■ Task prompt ■
Wherever a line holds the word "shape", copy that line from the data.

Stored data entries
⟨

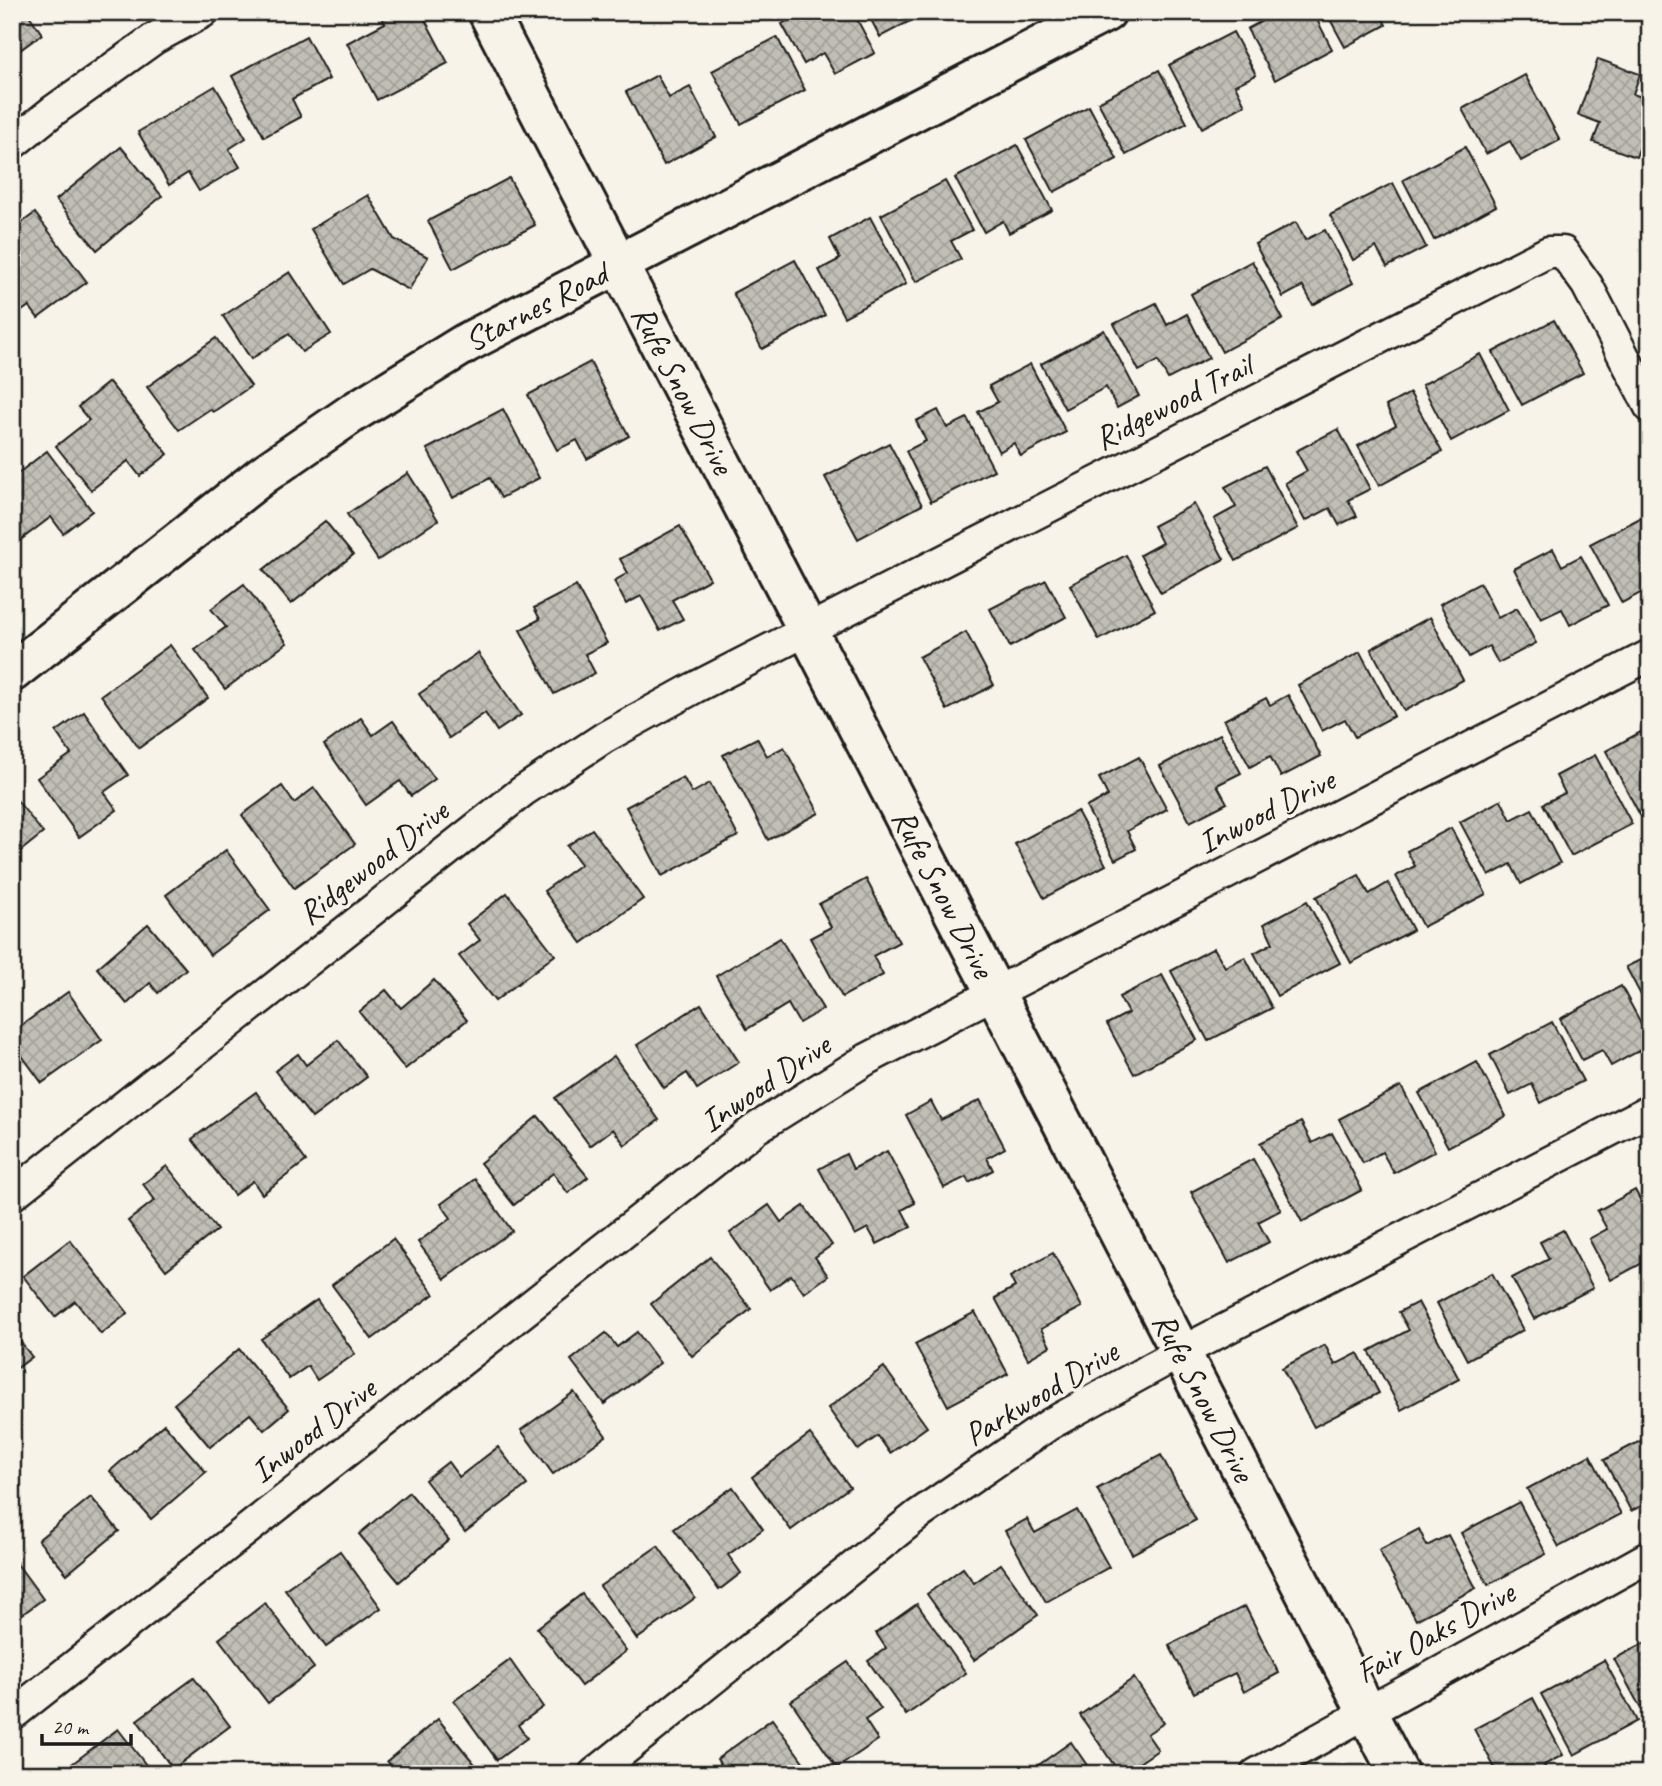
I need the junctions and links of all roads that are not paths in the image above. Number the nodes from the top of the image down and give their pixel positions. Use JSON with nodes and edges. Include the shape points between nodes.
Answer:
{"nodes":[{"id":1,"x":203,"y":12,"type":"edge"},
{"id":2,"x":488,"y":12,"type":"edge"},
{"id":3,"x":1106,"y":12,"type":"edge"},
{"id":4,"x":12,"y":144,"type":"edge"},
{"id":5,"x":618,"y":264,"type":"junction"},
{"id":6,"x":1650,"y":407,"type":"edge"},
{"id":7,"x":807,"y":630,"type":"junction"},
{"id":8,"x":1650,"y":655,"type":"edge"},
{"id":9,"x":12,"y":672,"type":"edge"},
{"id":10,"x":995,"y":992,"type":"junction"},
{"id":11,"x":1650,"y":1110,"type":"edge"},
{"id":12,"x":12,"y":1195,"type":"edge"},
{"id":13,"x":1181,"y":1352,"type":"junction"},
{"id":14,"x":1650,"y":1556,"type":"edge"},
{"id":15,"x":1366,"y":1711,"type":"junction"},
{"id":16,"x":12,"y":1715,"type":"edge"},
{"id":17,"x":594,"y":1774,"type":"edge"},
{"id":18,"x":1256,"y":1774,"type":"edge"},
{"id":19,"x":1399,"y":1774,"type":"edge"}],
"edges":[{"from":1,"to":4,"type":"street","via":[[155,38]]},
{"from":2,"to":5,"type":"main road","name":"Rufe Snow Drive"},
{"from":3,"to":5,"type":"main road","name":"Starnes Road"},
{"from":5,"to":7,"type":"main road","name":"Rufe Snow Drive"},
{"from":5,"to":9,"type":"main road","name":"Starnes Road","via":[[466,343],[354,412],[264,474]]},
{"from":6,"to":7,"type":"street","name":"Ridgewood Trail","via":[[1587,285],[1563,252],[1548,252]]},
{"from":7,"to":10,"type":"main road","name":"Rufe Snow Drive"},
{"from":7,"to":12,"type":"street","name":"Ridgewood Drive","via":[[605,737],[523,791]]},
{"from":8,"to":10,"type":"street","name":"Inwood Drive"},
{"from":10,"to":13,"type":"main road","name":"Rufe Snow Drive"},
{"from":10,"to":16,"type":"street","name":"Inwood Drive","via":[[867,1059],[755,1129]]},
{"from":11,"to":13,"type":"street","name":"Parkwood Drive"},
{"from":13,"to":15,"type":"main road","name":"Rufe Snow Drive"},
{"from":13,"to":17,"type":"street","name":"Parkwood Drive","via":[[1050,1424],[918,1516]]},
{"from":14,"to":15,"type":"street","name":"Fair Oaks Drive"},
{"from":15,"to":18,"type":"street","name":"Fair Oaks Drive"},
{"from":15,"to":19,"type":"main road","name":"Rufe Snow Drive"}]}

⟩
⟨

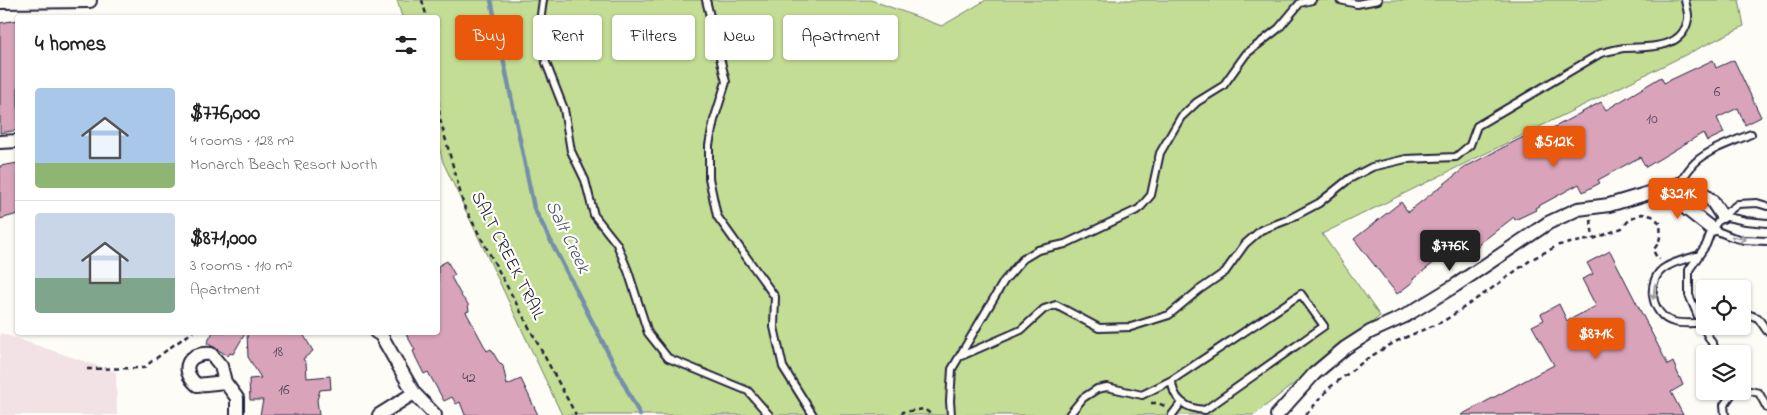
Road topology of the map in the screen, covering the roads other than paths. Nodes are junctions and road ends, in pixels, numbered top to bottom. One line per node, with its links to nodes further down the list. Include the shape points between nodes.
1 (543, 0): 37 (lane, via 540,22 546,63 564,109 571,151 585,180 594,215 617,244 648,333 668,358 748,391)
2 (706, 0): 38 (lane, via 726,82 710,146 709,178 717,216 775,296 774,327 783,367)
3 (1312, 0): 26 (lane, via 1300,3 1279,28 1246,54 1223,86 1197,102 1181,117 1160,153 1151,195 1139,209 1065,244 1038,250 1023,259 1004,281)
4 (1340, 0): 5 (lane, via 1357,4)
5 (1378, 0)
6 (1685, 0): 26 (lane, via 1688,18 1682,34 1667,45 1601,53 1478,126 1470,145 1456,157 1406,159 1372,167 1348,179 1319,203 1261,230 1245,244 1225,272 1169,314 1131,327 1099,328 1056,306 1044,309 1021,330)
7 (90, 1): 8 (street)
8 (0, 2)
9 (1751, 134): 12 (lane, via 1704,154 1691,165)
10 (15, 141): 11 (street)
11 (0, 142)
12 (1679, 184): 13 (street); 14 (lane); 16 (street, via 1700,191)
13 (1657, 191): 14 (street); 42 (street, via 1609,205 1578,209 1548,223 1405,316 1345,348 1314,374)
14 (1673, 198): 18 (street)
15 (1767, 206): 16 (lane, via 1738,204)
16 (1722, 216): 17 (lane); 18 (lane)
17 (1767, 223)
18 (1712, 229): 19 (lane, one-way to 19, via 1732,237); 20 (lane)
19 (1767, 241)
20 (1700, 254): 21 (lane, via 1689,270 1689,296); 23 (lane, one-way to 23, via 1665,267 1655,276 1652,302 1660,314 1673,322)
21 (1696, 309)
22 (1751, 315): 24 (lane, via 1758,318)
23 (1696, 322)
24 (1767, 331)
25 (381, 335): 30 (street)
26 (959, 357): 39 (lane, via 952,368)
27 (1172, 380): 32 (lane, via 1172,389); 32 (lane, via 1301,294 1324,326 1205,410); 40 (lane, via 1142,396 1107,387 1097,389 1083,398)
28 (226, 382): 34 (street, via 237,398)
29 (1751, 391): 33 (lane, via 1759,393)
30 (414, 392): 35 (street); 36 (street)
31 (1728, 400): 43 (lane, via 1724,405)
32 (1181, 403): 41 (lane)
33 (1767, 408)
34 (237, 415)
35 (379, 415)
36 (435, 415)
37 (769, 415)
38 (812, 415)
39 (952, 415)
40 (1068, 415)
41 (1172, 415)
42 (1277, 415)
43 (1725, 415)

⟩

■ Solution to this problem ■
I need the junctions and links of all roads that are not paths in the image above. Number the nodes from the top of the image down and give their pixel positions. Use JSON with nodes and edges. Include the shape points between nodes.
Road topology of the map in the screen, covering the roads other than paths. Nodes are junctions and road ends, in pixels, numbered top to bottom. One line per node, with its links to nodes further down the list. Include the shape points between nodes.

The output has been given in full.